Lo Schiavo VS Falcone, quale futuro per Ferrovia Circumetnea? Fast/Confsal tuona: “Si dica tutta la verità”

Lo Schiavo VS Falcone, quale futuro per Ferrovia Circumetnea? Fast/Confsal tuona: “Si dica tutta la verità”

CATANIA – “Serve mettere in evidenza la verità dei fatti. Sono disposto anche a un incontro pubblico con l’Assessore Falcone, ma è necessario che le cose vengano dette per come sono realmente”. Intervenuto ai nostri microfoni, Giovanni Lo Schiavo, segretario regionale di Fast/Confsal Sicilia, ha espresso tutte le sue preoccupazioni per il futuro di Fce (Ferrovia Circumetnea), attualmente sotto gestione governativa.

Da tempo, soprattutto in sede tecnica, circolavano le voci legate al fatto che la Regione Siciliana volesse avocare a sé le concessioni delle Autolinee, uno dei tre vettori su cui opera la stessa Fce, insieme con la metropolitana e i 114 chilometri di ferrovia (Catania-Riposto).



“La politica locale ha avuto la sfortuna di non poterci mai affiancare in 120 anni di storia. Oggi – afferma senza mezzi termini Lo Schiavo – Circumetnea può dire di essere quel che è grazie alla gestione del ministero delle Infrastrutture e dei suoi delegati che si sono succeduti nel tempo, oltre al senso di appartenenza avuto dai lavoratori di ieri e di oggi”.

Il Decreto Legislativo 422/97  dispone il trasferimento della gestione della mobilità pubblica alle Regioni. Un aspetto, quest’ultimo, che, qualora si presentassero le condizioni adeguate, dovrebbe riguardare la stessa Fce, attualmente – come specificato poco sopra – sotto gestione governativa.

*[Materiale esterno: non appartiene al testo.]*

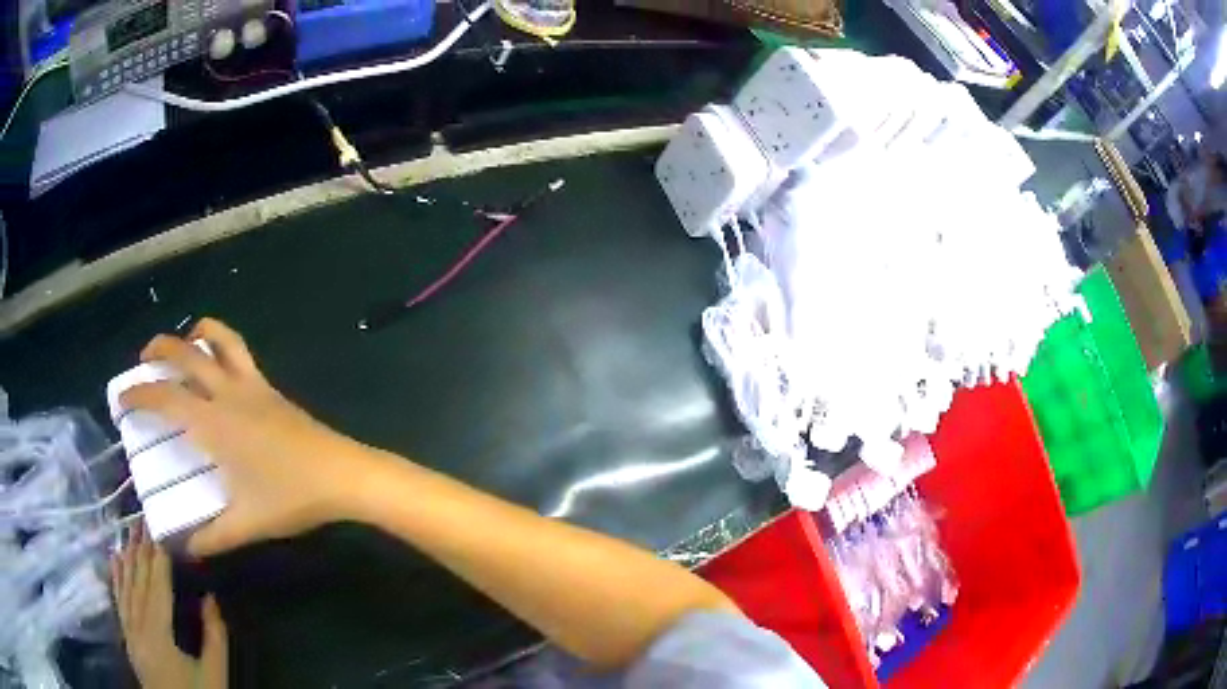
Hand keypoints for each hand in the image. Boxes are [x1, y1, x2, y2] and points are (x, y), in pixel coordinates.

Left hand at [112, 522, 227, 688]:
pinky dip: (115, 578)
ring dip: (127, 558)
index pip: (156, 586)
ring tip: (128, 532)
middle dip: (140, 550)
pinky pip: (118, 600)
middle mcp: (137, 625)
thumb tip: (210, 598)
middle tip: (142, 519)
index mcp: (158, 633)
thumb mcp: (214, 674)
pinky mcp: (127, 636)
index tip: (159, 529)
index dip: (158, 558)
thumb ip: (214, 637)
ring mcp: (129, 630)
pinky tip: (114, 560)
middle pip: (138, 581)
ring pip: (125, 586)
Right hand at [120, 318, 375, 555]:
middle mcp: (228, 393)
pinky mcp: (270, 386)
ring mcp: (252, 384)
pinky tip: (217, 370)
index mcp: (213, 424)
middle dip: (158, 350)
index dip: (138, 395)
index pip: (165, 398)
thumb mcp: (245, 525)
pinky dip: (219, 346)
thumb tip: (184, 550)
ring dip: (193, 335)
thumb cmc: (291, 498)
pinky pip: (239, 352)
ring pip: (218, 338)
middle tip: (142, 363)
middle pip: (185, 353)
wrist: (342, 475)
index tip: (121, 401)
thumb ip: (210, 539)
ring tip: (180, 348)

Il problema, però, come dichiarato dal segretario regionale del sindacato (il più rappresentato all’interno della stessa azienda siciliana) sta “nell’acquisizione complessiva di Circumetnea, come disposto per legge, evitandone lo smembramento. L’azienda – continua – deve continuare a essere quel che da sempre è stata”.

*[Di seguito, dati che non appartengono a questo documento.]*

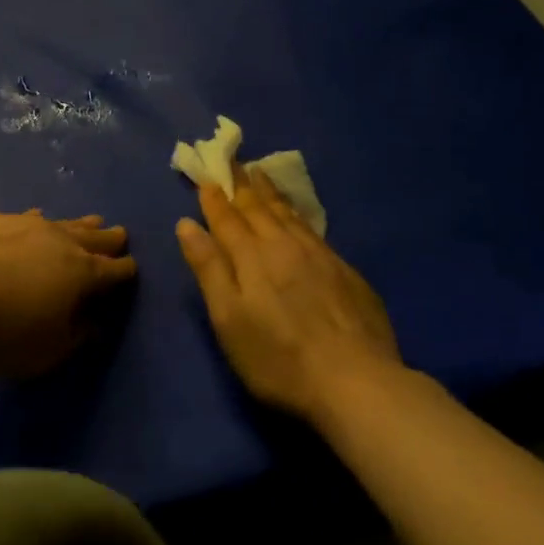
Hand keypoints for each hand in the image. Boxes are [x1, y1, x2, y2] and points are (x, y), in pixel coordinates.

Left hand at [0, 210, 136, 376]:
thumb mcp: (43, 352)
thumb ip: (74, 338)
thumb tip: (94, 324)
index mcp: (82, 273)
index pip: (115, 270)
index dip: (126, 272)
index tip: (131, 271)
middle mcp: (60, 240)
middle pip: (94, 237)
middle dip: (110, 239)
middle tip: (120, 235)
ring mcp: (25, 223)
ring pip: (63, 221)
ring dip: (79, 224)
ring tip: (90, 221)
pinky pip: (27, 218)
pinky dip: (38, 222)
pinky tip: (33, 221)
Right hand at [176, 168, 401, 421]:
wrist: (357, 381)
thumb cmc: (278, 358)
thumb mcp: (229, 319)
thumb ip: (209, 268)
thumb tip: (187, 224)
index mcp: (252, 256)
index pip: (228, 218)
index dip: (214, 199)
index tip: (206, 178)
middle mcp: (284, 245)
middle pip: (259, 208)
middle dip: (242, 185)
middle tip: (235, 163)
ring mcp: (320, 255)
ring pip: (288, 214)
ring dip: (270, 193)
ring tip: (261, 175)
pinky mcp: (345, 270)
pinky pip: (312, 228)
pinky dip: (297, 214)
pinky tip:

Un particolare di non poco conto è anche quello legato alla gestione economica di un’eventuale operazione d’acquisizione. “Al momento, la Regione Siciliana non sarebbe in grado di sostenere un simile esborso economico, vista la difficoltà di cassa”. Il bilancio tradizionale di Fce ammonta a 25 milioni di euro. Il passaggio dei fondi dallo Stato alla Regione prevede una modifica dello statuto regionale: “Stiamo parlando di un’operazione complessa, da realizzare per legge, ma per la quale devono esistere le giuste condizioni”.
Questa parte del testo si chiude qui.